**Problem**. Wherever "image" appears in a line of the records below, count that line, and report only the number.

**Material shown**.
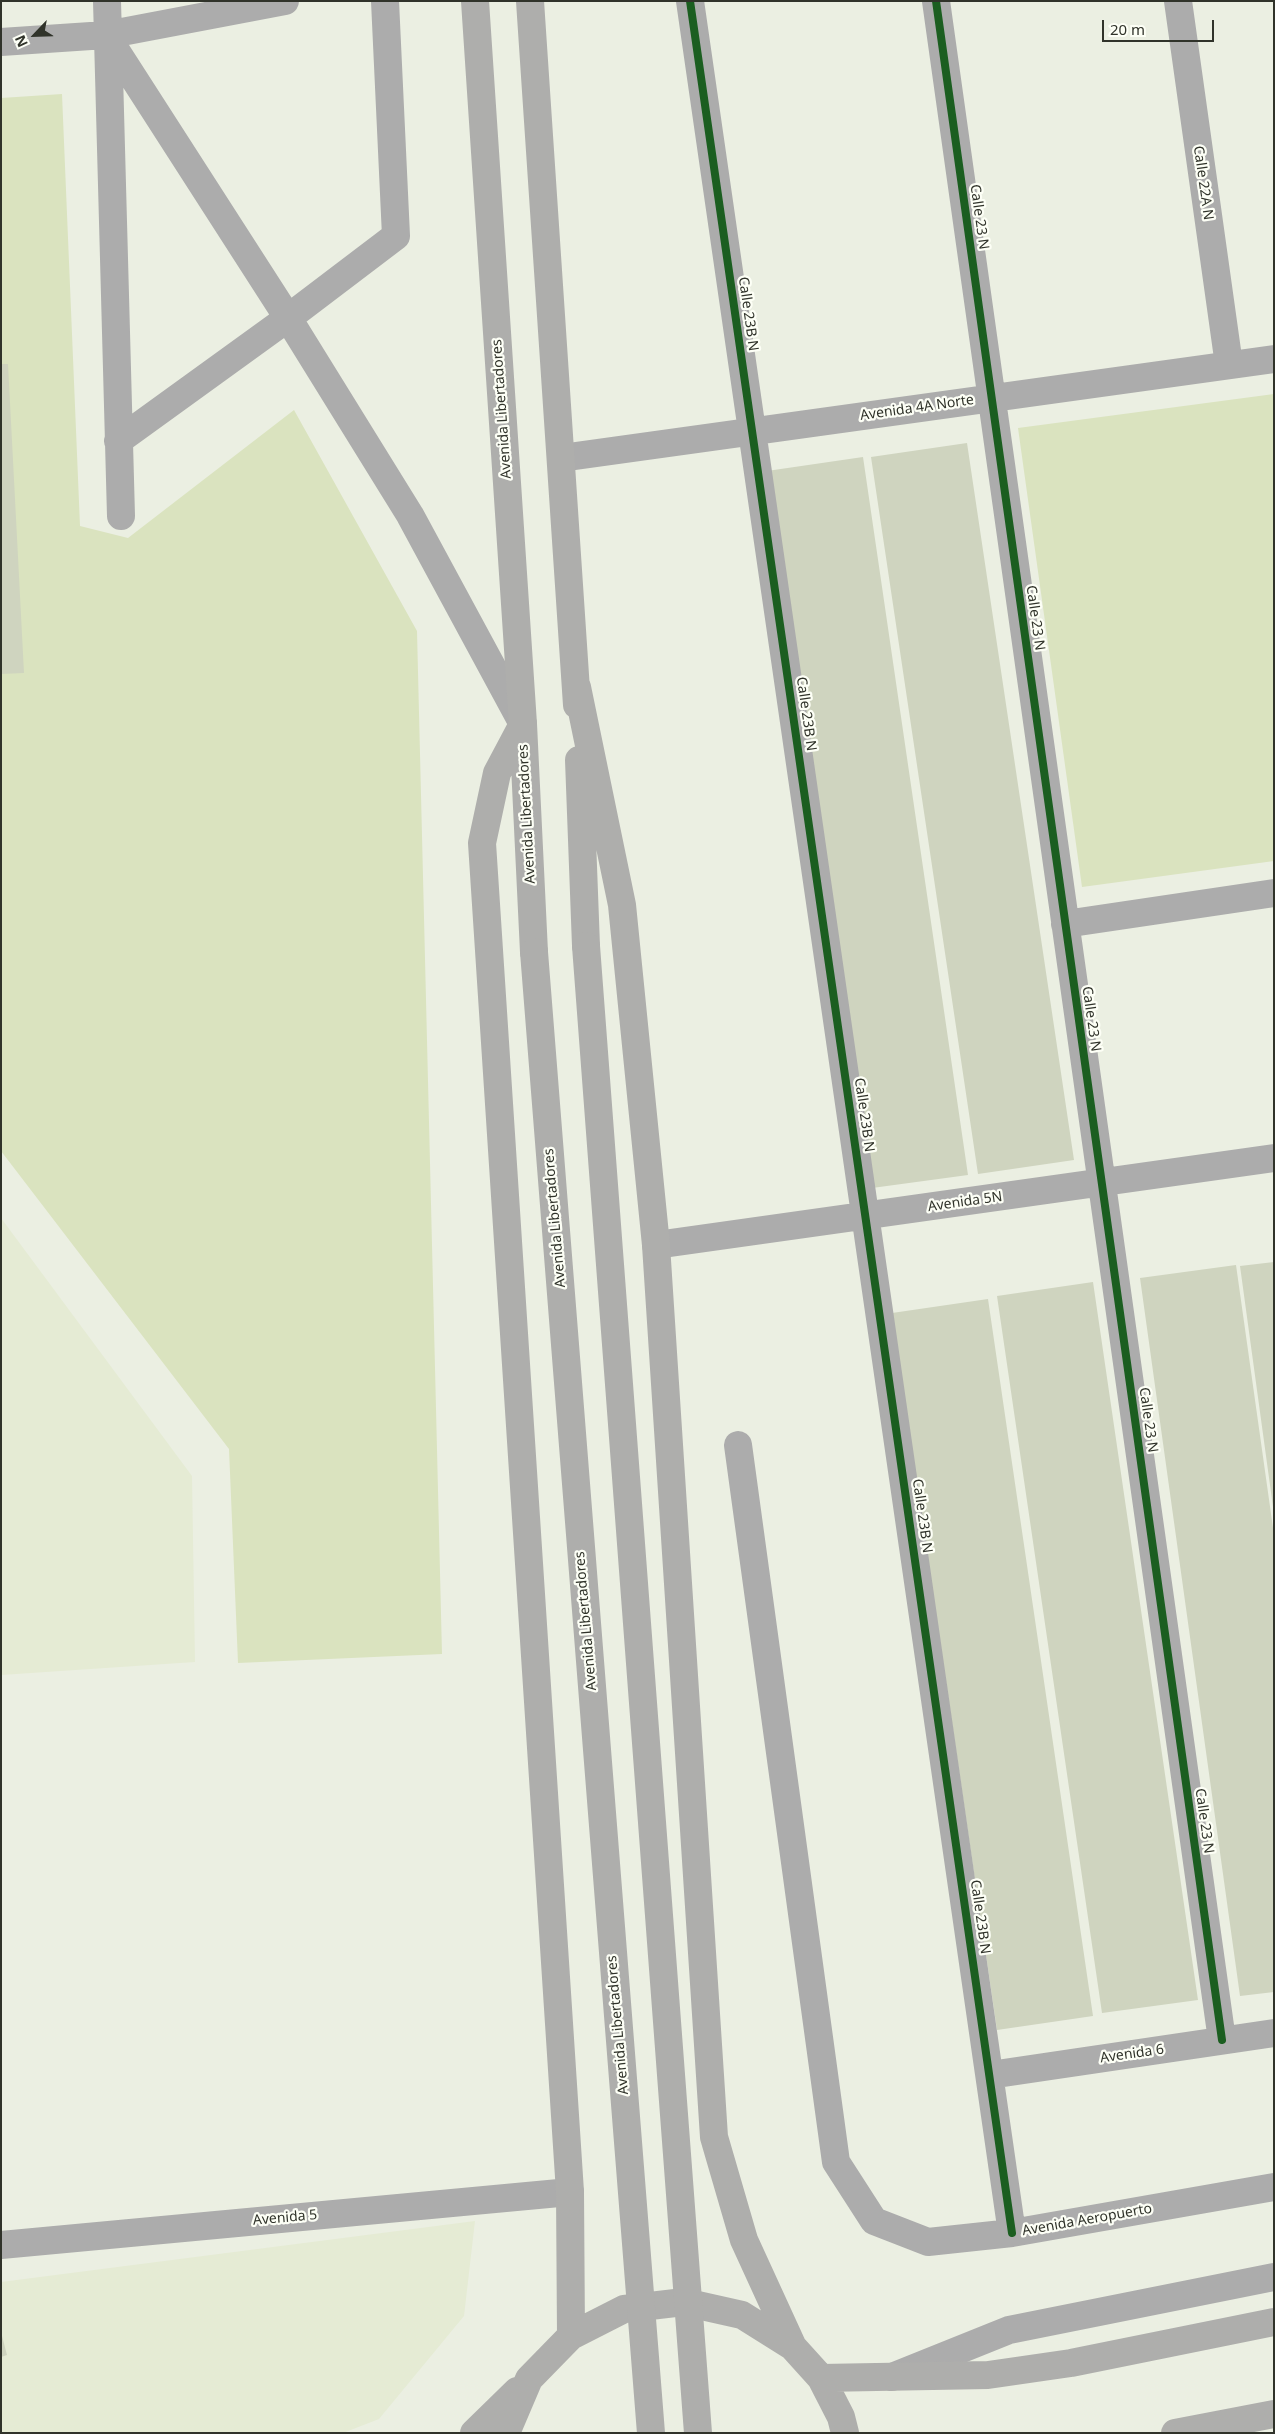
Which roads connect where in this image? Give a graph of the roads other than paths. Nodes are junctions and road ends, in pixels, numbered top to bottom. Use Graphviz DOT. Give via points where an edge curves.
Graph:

---

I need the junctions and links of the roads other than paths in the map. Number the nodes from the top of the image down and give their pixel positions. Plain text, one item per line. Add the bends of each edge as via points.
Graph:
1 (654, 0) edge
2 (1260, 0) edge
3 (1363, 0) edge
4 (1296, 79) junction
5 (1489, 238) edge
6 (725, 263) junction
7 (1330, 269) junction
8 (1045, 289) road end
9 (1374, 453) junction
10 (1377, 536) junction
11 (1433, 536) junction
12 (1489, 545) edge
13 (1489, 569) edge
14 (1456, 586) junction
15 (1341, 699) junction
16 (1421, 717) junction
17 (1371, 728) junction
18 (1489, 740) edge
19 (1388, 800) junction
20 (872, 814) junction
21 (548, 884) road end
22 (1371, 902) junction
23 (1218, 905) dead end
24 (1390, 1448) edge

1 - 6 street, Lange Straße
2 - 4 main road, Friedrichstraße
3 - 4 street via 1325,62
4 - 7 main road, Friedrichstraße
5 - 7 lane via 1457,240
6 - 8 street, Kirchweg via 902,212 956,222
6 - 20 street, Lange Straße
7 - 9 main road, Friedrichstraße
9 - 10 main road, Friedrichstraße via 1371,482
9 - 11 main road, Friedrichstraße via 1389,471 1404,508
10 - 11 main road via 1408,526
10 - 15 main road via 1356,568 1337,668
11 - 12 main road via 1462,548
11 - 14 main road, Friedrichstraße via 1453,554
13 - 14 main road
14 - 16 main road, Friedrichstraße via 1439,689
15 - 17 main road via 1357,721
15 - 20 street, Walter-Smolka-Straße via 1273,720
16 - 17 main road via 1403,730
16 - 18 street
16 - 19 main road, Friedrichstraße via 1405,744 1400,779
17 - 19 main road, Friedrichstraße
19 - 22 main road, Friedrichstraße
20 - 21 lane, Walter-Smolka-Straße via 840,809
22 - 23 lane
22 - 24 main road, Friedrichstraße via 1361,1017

**Answer to this task**. 2